• **Exercise goal**
Provide the records once more, identical to the original.

• **Supplied entries**
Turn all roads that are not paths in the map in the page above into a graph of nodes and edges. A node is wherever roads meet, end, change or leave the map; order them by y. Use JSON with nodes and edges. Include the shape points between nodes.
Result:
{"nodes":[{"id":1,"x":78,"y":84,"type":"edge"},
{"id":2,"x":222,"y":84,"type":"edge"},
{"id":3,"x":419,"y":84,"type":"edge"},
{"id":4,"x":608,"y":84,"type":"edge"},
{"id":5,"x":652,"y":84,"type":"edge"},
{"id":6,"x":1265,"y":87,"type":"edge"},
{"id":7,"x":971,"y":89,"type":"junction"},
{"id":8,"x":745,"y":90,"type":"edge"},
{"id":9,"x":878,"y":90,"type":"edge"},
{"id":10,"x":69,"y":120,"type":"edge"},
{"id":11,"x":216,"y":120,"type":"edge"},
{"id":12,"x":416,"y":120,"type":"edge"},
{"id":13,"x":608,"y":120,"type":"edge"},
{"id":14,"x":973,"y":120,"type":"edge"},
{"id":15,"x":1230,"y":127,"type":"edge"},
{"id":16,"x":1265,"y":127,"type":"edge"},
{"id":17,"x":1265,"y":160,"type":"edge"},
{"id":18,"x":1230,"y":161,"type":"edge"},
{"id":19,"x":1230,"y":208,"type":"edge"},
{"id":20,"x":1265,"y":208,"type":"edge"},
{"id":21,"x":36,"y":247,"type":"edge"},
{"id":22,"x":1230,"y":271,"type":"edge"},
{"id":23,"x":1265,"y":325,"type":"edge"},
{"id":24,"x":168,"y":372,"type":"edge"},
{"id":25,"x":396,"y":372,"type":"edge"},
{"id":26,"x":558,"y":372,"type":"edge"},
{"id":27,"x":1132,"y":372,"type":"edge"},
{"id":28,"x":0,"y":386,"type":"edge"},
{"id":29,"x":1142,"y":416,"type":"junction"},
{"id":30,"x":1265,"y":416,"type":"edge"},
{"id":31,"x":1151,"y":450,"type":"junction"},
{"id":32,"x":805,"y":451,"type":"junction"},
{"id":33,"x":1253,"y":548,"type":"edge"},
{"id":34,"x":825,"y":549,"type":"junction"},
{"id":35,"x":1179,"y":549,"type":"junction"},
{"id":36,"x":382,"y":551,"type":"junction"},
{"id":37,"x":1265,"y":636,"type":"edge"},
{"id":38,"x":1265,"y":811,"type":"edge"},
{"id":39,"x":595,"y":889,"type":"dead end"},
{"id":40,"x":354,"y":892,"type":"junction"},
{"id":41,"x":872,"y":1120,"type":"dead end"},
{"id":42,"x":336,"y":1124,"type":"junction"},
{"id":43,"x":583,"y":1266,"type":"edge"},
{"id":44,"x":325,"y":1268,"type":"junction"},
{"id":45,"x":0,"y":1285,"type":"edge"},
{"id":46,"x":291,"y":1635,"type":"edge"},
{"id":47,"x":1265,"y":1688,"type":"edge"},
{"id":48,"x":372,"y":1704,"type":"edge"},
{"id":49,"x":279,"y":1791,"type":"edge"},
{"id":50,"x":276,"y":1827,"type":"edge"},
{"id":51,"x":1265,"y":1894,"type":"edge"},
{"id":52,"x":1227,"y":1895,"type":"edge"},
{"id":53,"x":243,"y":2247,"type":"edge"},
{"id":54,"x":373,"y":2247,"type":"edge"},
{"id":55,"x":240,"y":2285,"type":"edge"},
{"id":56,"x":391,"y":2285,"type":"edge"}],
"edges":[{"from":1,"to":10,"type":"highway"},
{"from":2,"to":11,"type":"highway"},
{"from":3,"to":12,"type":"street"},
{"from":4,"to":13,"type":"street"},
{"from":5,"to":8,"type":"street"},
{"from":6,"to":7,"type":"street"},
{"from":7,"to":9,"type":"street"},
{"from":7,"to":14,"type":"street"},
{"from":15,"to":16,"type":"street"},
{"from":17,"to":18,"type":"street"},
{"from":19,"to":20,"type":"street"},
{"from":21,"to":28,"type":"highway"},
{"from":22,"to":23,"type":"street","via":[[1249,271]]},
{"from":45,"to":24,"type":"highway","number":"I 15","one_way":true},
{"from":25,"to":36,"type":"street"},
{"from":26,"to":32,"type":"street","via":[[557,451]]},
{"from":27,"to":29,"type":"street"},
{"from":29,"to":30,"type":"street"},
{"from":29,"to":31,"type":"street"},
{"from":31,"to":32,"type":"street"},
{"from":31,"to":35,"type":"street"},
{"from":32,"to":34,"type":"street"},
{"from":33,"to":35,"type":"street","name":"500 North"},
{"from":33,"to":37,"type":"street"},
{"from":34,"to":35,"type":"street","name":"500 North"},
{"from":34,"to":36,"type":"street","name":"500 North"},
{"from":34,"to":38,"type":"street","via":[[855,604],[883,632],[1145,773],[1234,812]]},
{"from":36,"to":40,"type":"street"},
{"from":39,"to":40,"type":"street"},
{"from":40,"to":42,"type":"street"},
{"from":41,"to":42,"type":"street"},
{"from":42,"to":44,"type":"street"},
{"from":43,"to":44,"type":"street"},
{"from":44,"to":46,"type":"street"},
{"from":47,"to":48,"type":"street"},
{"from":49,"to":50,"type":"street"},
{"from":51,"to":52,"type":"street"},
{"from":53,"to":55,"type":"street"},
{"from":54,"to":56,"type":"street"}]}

• **Answer box**
Turn all roads that are not paths in the map in the page above into a graph of nodes and edges. A node is wherever roads meet, end, change or leave the map; order them by y. Use JSON with nodes and edges. Include the shape points between nodes.
Result:
{"nodes":[{"id":1,"x":78,"y":84,"type":"edge"},
{"id":2,"x":222,"y":84,"type":"edge"},
{"id":3,"x":419,"y":84,"type":"edge"},
{"id":4,"x":608,"y":84,"type":"edge"},
{"id":5,"x":652,"y":84,"type":"edge"},
{"id":6,"x":1265,"y":87,"type":"edge"},
{"id":7,"x":971,"y":89,"type":"junction"},
{"id":8,"x":745,"y":90,"type":"edge"},
{"id":9,"x":878,"y":90,"type":"edge"},
{"id":10,"x":69,"y":120,"type":"edge"},
{"id":11,"x":216,"y":120,"type":"edge"},
{"id":12,"x":416,"y":120,"type":"edge"},
{"id":13,"x":608,"y":120,"type":"edge"},
{"id":14,"x":973,"y":120,"type":"edge"},
{"id":15,"x":1230,"y":127,"type":"edge"},
{"id":16,"x":1265,"y":127,"type":"edge"},
{"id":17,"x":1265,"y":160,"type":"edge"},
{"id":18,"x":1230,"y":161,"type":"edge"},
{"id":19,"x":1230,"y":208,"type":"edge"},
{"id":20,"x":1265,"y":208,"type":"edge"},
{"id":21,"x":36,"y":247,"type":"edge"},
{"id":22,"x":1230,"y":271,"type":"edge"},
{"id":23,"x":1265,"y":325,"type":"edge"},
{"id":24,"x":168,"y":372,"type":"edge"},
{"id":25,"x":396,"y":372,"type":"edge"},
{"id":26,"x":558,"y":372,"type":"edge"},
{"id":27,"x":1132,"y":372,"type":"edge"},
{"id":28,"x":0,"y":386,"type":"edge"},
{"id":29,"x":1142,"y":416,"type":"junction"},
{"id":30,"x":1265,"y":416,"type":"edge"},
{"id":31,"x":1151,"y":450,"type":"junction"},
{"id":32,"x":805,"y":451,"type":"junction"},
{"id":33,"x":1253,"y":548,"type":"edge"},
{"id":34,"x":825,"y":549,"type":"junction"},
{"id":35,"x":1179,"y":549,"type":"junction"},
{"id":36,"x":382,"y":551,"type":"junction"},
{"id":37,"x":1265,"y":636,"type":"edge"},
{"id":38,"x":1265,"y":811,"type":"edge"},
{"id":39,"x":595,"y":889,"type":"dead end"},
{"id":40,"x":354,"y":892,"type":"junction"},
{"id":41,"x":872,"y":1120,"type":"dead end"},
{"id":42,"x":336,"y":1124,"type":"junction"},
{"id":43,"x":583,"y":1266,"type":"edge"},
{"id":44,"x":325,"y":1268,"type":"junction"},
{"id":45,"x":0,"y":1285,"type":"edge"},
{"id":46,"x":291,"y":1635,"type":"edge"},
{"id":47,"x":1265,"y":1688,"type":"edge"},
{"id":48,"x":372,"y":1704,"type":"edge"},
{"id":49,"x":279,"y":1791,"type":"edge"},
{"id":50,"x":276,"y":1827,"type":"edge"},
{"id":51,"x":1265,"y":1894,"type":"edge"},
{"id":52,"x":1227,"y":1895,"type":"edge"},
{"id":53,"x":243,"y":2247,"type":"edge"},
{"id":54,"x":373,"y":2247,"type":"edge"},
{"id":55,"x":240,"y":2285,"type":"edge"},
{"id":56,"x":391,"y":2285,"type":"edge"}],
"edges":[{"from":1,"to":10,"type":"highway"},
{"from":2,"to":11,"type":"highway"},
{"from":3,"to":12,"type":"street"},
{"from":4,"to":13,"type":"street"},
{"from":5,"to":8,"type":"street"},
{"from":6,"to":7,"type":"street"},
{"from":7,"to":9,"type":"street"},
{"from":7,"to":14,"type":"street"},
{"from":15,"to":16,"type":"street"},
{"from":17,"to":18,"type":"street"},
{"from":19,"to":20,"type":"street"},
{"from":21,"to":28,"type":"highway"},
{"from":22,"to":23,"type":"street","via":[[1249,271]]},
{"from":45,"to":24,"type":"highway","number":"I 15","one_way":true},
{"from":25,"to":36,"type":"street"},
{"from":26,"to":32,"type":"street","via":[[557,451]]},
{"from":27,"to":29,"type":"street"},
{"from":29,"to":30,"type":"street"},
{"from":29,"to":31,"type":"street"},
{"from":31,"to":32,"type":"street"},
{"from":31,"to":35,"type":"street"},
{"from":32,"to":34,"type":"street"},
{"from":33,"to":35,"type":"street","name":"500 North"},
{"from":33,"to":37,"type":"street"},
{"from":34,"to":35,"type":"street","name":"500 North"},
{"from":34,"to":36,"type":"street","name":"500 North"},
{"from":34,"to":38,"type":"street","via":[[855,604],[883,632],[1145,773],[1234,812]]},
{"from":36,"to":40,"type":"street"},
{"from":39,"to":40,"type":"street"},
{"from":40,"to":42,"type":"street"},
{"from":41,"to":42,"type":"street"},
{"from":42,"to":44,"type":"street"},
{"from":43,"to":44,"type":"street"},
{"from":44,"to":46,"type":"street"},
{"from":47,"to":48,"type":"street"},
{"from":49,"to":50,"type":"street"},
{"from":51,"to":52,"type":"street"},
{"from":53,"to":55,"type":"street"},
{"from":54,"to":56,"type":"street"}]}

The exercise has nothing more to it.